How to Play Pocket Queens in Texas Holdem

Pocket QueensThere are many hands that tend to get players into trouble or sticky spots when playing Texas Holdem. One of the biggest ones is pocket Queens.

They are a very strong hand, yet many will play them too fast and only play the actual value of the hand ignoring the entire situation that may be building up around them.

When I say play the situation, I mean to take all factors into consideration such as:

  • your position at the table,
  • your opponents playing habits,
  • bet sizes and patterns
  • and so on.

You can’t simply play Queens for their face value or you risk either losing a lot of money in a big pot, or not get the most value possible with them when you are winning.

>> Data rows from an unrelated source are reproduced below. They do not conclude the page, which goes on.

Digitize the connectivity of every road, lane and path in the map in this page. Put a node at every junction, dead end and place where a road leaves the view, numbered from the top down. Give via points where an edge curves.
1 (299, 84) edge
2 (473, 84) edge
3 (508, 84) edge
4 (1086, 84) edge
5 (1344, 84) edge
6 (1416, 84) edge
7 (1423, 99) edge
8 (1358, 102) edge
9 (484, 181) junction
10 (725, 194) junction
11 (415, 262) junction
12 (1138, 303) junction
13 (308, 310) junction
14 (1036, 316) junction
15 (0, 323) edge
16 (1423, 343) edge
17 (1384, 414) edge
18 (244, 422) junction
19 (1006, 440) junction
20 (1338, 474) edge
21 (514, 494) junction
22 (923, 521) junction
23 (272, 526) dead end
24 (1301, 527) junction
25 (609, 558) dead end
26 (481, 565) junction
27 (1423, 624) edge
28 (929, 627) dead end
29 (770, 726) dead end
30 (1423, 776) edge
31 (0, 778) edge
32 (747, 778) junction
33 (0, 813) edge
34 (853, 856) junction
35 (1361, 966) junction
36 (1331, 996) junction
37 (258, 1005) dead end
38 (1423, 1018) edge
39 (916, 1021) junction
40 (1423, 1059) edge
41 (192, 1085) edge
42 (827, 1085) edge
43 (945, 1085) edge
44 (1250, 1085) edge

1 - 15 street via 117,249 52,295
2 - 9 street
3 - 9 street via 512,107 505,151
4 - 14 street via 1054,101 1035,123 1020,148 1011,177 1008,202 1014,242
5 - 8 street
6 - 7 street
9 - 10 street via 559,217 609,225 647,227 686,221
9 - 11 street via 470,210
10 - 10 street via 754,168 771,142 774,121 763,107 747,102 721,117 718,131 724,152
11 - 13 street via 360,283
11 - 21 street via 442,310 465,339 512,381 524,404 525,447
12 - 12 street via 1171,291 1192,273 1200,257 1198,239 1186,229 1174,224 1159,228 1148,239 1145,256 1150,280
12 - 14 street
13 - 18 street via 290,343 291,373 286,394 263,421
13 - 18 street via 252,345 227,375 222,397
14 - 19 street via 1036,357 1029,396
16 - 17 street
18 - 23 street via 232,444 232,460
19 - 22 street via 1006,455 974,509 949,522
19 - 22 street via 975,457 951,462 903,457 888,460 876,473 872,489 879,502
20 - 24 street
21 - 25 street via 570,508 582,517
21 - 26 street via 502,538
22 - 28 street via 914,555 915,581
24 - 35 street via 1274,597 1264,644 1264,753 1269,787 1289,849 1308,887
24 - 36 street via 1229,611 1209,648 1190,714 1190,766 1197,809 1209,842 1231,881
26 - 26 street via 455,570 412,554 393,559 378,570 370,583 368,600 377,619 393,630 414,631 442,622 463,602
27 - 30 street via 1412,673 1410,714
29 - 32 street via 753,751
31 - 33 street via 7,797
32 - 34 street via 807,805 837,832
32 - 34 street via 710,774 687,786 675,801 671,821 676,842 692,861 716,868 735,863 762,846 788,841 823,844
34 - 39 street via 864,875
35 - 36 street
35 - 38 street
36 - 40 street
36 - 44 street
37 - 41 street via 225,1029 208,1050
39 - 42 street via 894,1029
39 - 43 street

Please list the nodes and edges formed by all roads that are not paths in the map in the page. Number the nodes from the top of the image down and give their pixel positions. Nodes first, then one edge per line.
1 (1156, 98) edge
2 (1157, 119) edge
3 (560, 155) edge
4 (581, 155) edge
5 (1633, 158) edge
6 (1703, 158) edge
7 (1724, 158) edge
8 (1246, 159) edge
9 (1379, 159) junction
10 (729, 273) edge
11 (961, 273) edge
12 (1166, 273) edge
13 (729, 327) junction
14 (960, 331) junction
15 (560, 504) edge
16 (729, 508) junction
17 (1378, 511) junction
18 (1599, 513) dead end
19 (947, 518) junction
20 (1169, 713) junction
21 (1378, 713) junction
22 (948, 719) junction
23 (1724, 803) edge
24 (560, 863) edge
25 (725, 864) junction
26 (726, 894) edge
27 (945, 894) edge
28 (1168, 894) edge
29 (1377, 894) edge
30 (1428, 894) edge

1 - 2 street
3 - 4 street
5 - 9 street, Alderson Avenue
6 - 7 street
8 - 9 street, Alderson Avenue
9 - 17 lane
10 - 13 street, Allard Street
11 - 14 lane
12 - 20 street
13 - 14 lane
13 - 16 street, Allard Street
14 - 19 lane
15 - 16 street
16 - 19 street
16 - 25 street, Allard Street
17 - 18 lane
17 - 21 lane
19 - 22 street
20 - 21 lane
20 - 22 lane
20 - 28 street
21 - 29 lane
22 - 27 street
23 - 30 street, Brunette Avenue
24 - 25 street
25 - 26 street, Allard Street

This article will discuss the important factors when you are dealt pocket Queens and how to use this information to decide how to continue with the hand.

Player Habits

The first thing you want to take note of is the type of players at the table and in particular the opponent(s) that are involved in the current hand. The point to understand is Queens should be played based largely on what type of opponent you’re up against.

The Tight Player

If you have bet and are faced with a 3-bet re-raise from an opponent who hardly ever plays a hand, then alarm bells should be ringing and you have to proceed with caution, or possibly even fold your Queens if you think you might be up against Aces or Kings even thought this will be a rare scenario, it has to be considered.

The Loose Player

When facing a loose player with pocket Queens it may be correct to try and get the money in pre-flop. If you are facing a bet from a loose player who likes to raise and you have seen them get the chips in with worse, you want to do everything you can to do the same in this situation.

You should always try to 3 bet (re-raise) when facing a bet from this type of player and look to call off the rest of your chips if they go all-in. If you are the one facing a 3-bet you have more options, but many of these will be advanced plays. If you’re still learning the game of poker its best to 4 bet and look to go all-in.

The Regular Player

Against a solid player, pocket Queens will be more difficult to play. Regular Players will not go all-in with less than premium holdings most of the time, but they will 3 bet and fold as a bluff. This is where you will need to take other factors into consideration. This leads me into…….

Table Position

Your place at the table will effect how you play Queens almost as much as the player you face.

Early Position

If you are first to act, you are obviously going to raise with a strong hand like pocket Queens, but you don’t want to bet a normal 3x big blind opening raise as this will likely get a chain reaction of callers. A hand such as pocket Queens plays best when heads up against a single opponent, they don’t like a lot of players in the pot as this increases the likelihood of an opponent hitting an overcard and reduces the odds of your pocket Queens holding up.

To minimize the chances of getting called by all players at the table, your best option is to bet 4x the big blind when playing from early position. From any other position, a normal opening raise of 3x is fine.

When you are facing a bet from early position with Pocket Queens, you will need to factor in what type of player this is to start. Most players, even reckless ones will not raise from early position without strong hands for the most part, but you still need to be aware of this.

You also need to consider the fact that a player opening under the gun, will have a much stronger hand than if they raised from the button. Many players will elect to re-raise with a hand such as Queens against an early position raise. This is usually a mistake, as it completely reveals your hand strength and can put you in a difficult spot if your opponent is holding an even stronger hand.

A 3-bet against an early opening raise is a very strong play and is usually done with only premium hands. This is where the problem lies. By doing so, you are showing that you have a big hand and will only get called by a hand that has you beat or possibly A-K. The rest of the time, the player will fold and you only win a small pot.

When the player does call or 4-bet, you are unlikely to be ahead and will mean playing the rest of the hand can be very difficult. If there is nothing over a Jack on the flop, you will likely be tempted to get the money in.

Always beware of action when you have an over pair to the board with Queens in this situation. An early position opening raise, followed by a lot of betting on a dry flop usually means you are beat!

Middle to Late Position

Facing a bet from later positions at the table will be much easier to handle. You generally want to 3-bet since you have position, and the best hand a larger percentage of the time.

Another reason to 3-bet is to stop others from calling you, creating a multi-way pot and not giving you the best position.

Say you are in the cutoff position with pocket Queens and call a bet made by a player in middle position. The button now decides to also call and you are now sandwiched in the middle of the two opponents. You have given up your positional advantage to the player on the button and have to act between the two players. This isn’t an ideal situation when playing pocket Queens.

There are times however that you should only call. If you recognise that a player always folds to a 3-bet, you may elect to just call and keep them in the pot. You can also call if you are on the button or cut-off, and there are 1 or 2 really bad players behind you. A bad player won’t use their position to make your decisions tough, so it’s good to keep a bad player in the pot hoping they will stack off with worse.

Don’t Get Burnt by the Ladies

Pocket Queens will require observation and practice to master them. You must take all factors into consideration when deciding how to play them. Playing Queens can be more of an art than a science. You just have to think what would be the best possible way to play Queens in this particular situation.